** Opening RECORDED INFORMATION block **
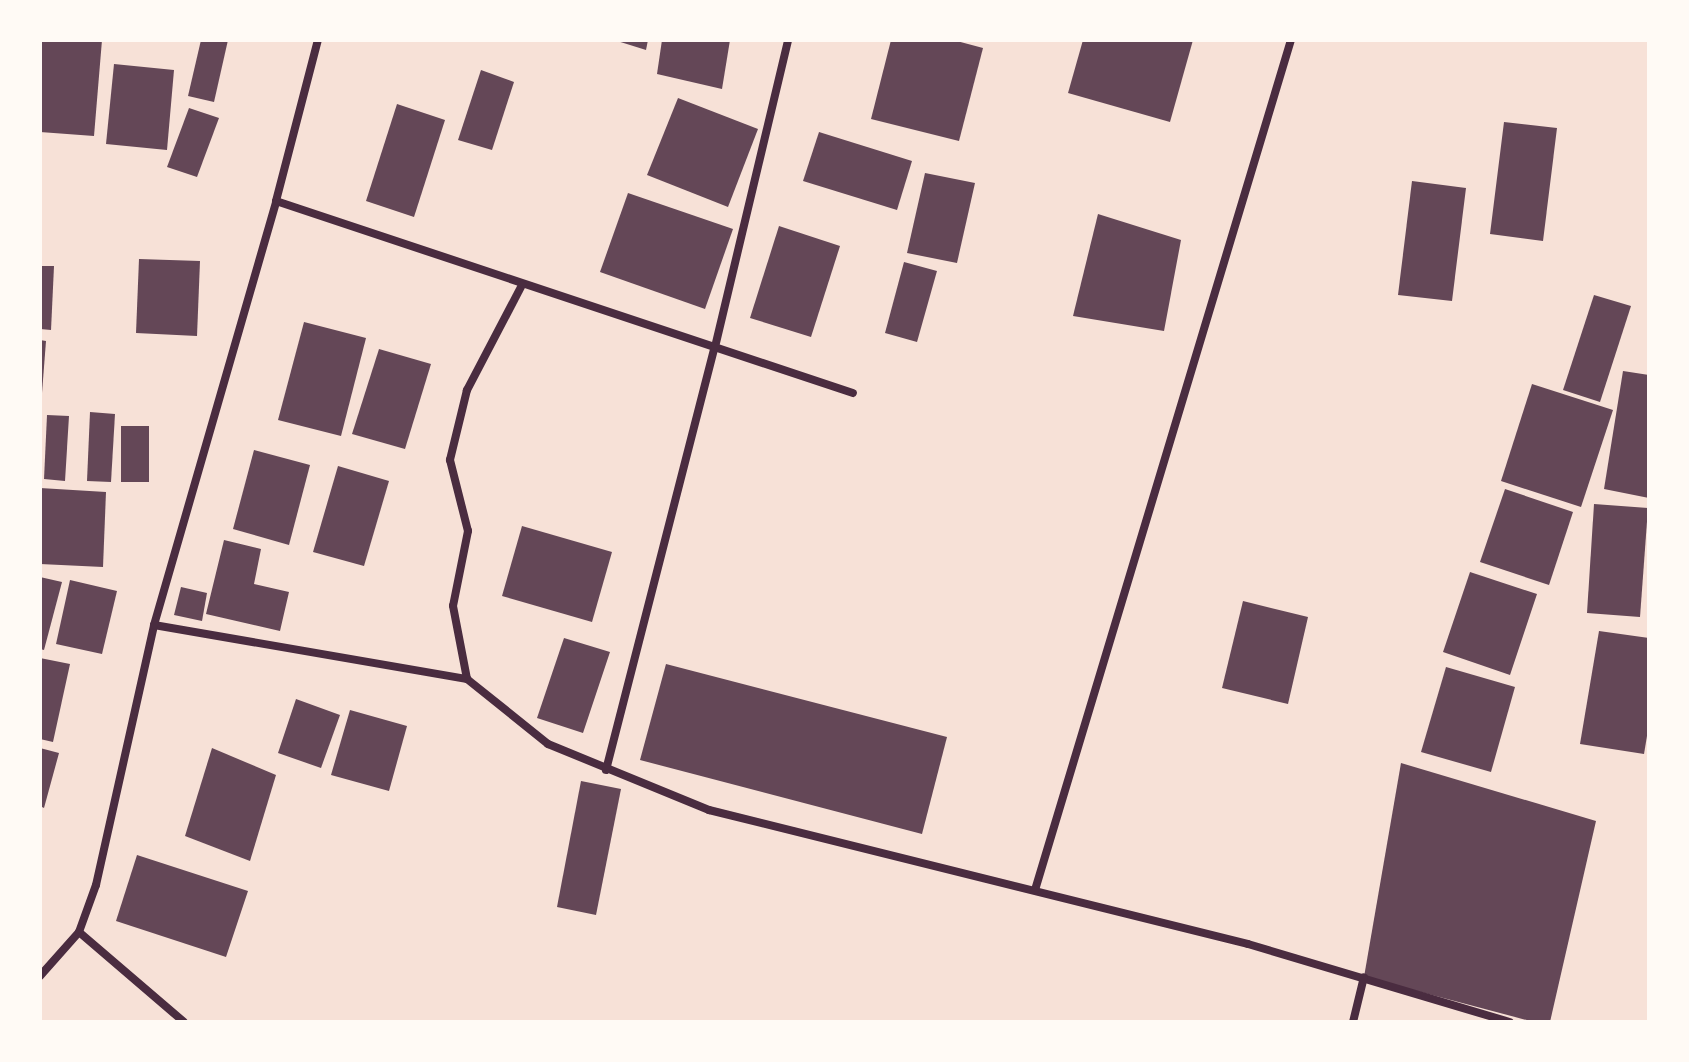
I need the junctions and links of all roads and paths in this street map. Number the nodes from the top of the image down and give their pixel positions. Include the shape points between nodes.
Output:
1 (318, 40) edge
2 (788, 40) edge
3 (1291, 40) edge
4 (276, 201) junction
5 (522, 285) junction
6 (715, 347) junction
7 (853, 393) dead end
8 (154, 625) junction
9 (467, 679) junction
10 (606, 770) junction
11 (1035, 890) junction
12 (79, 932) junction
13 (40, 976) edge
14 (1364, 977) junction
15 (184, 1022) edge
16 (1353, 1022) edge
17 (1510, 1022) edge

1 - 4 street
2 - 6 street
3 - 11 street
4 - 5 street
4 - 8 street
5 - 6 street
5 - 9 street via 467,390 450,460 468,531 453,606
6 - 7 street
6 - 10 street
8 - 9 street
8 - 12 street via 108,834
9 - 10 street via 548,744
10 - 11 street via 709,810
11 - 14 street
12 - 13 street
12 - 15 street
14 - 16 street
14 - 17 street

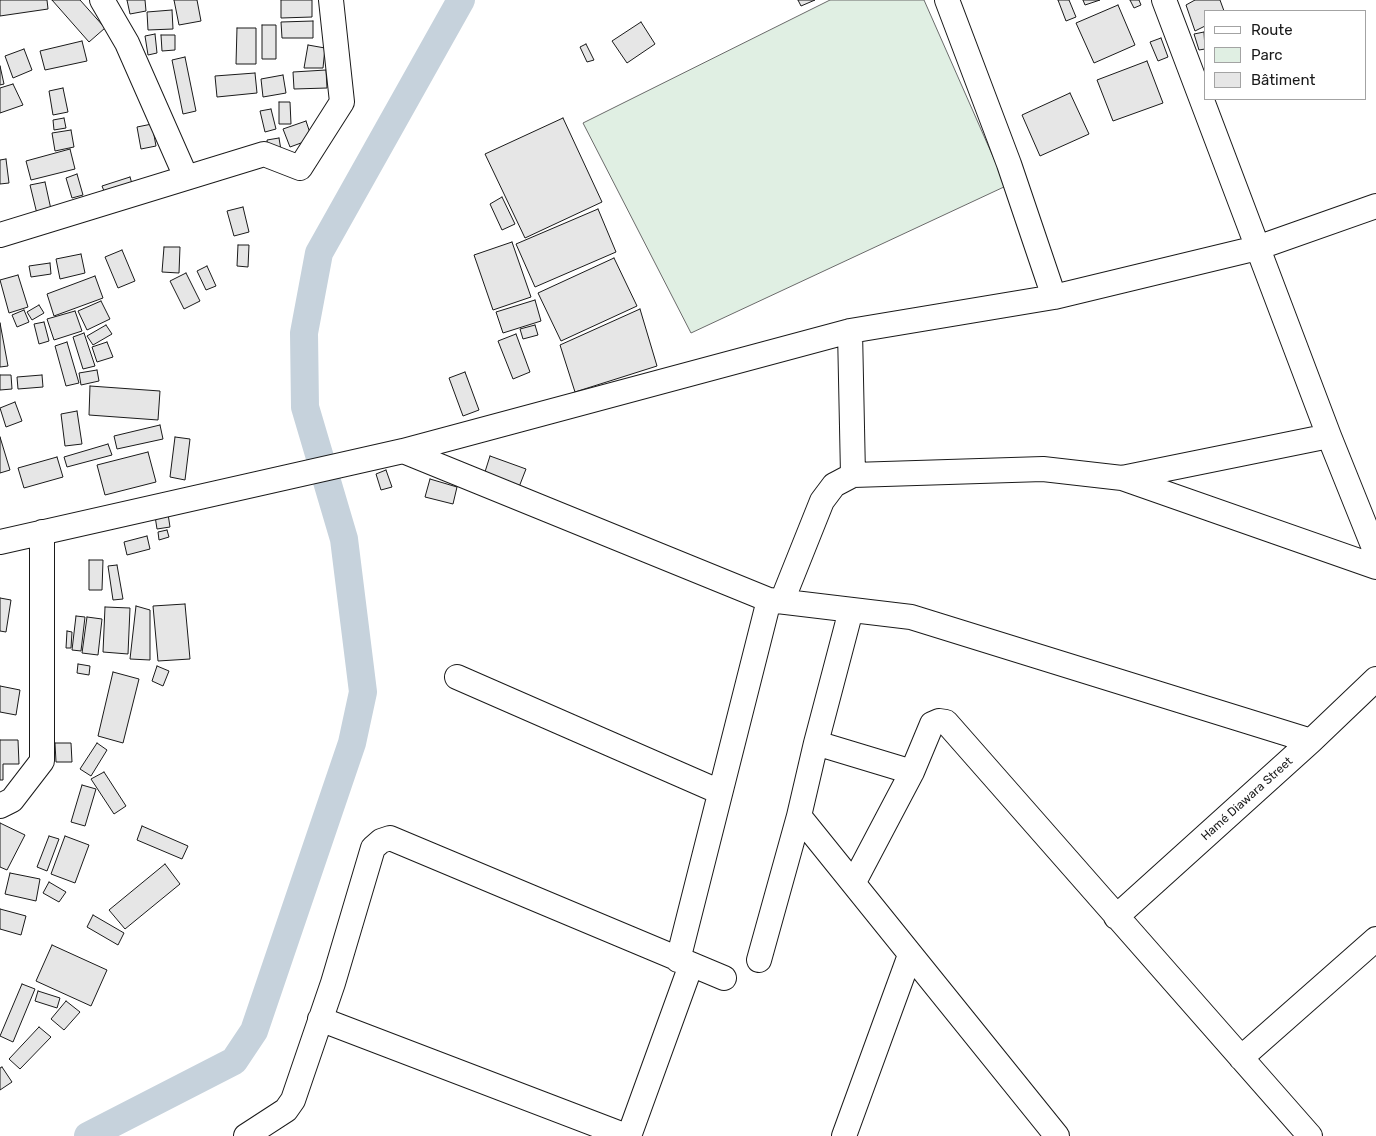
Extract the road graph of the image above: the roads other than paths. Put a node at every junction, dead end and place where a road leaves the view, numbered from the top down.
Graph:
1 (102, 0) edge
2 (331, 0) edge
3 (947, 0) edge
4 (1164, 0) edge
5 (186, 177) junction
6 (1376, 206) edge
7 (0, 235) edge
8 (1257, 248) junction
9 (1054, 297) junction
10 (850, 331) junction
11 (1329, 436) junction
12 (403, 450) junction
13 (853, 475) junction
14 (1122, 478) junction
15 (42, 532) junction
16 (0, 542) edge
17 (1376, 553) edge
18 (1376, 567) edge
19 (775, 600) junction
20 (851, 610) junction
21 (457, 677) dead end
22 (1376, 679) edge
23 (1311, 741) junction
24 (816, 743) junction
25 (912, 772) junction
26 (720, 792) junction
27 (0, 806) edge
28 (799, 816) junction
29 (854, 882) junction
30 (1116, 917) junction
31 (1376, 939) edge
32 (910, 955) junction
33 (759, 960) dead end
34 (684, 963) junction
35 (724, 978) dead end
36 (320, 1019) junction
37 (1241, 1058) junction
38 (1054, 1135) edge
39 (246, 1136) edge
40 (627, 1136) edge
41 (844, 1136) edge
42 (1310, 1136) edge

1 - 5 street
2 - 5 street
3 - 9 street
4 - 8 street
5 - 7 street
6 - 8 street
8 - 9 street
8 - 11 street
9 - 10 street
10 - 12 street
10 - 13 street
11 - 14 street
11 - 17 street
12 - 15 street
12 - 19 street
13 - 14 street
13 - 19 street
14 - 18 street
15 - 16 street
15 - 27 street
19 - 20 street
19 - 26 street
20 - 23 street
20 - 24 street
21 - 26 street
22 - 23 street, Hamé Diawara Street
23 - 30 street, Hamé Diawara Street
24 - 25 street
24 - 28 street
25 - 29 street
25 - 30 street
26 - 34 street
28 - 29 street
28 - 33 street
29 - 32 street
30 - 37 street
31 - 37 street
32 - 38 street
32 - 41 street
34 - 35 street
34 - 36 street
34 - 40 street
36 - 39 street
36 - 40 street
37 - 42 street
** Closing RECORDED INFORMATION block **
◆ **ASSIGNMENT**
Exact copy, pictures excluded: repeat the lines from the top of the material through the line with "Extract the road".

◆ **PROBLEM SOLUTION**
I need the junctions and links of all roads and paths in this street map. Number the nodes from the top of the image down and give their pixel positions. Include the shape points between nodes.
Output:
1 (318, 40) edge
2 (788, 40) edge
3 (1291, 40) edge
4 (276, 201) junction
5 (522, 285) junction
6 (715, 347) junction
7 (853, 393) dead end
8 (154, 625) junction
9 (467, 679) junction
10 (606, 770) junction
11 (1035, 890) junction
12 (79, 932) junction
13 (40, 976) edge
14 (1364, 977) junction
15 (184, 1022) edge
16 (1353, 1022) edge
17 (1510, 1022) edge

1 - 4 street
2 - 6 street
3 - 11 street
4 - 5 street
4 - 8 street
5 - 6 street
5 - 9 street via 467,390 450,460 468,531 453,606
6 - 7 street
6 - 10 street
8 - 9 street
8 - 12 street via 108,834
9 - 10 street via 548,744
10 - 11 street via 709,810
11 - 14 street
12 - 13 street
12 - 15 street
14 - 16 street
14 - 17 street

Extract the road graph of the image above: the roads other than paths. Put a node at every junction, dead end and place where a road leaves the view, numbered from the top down.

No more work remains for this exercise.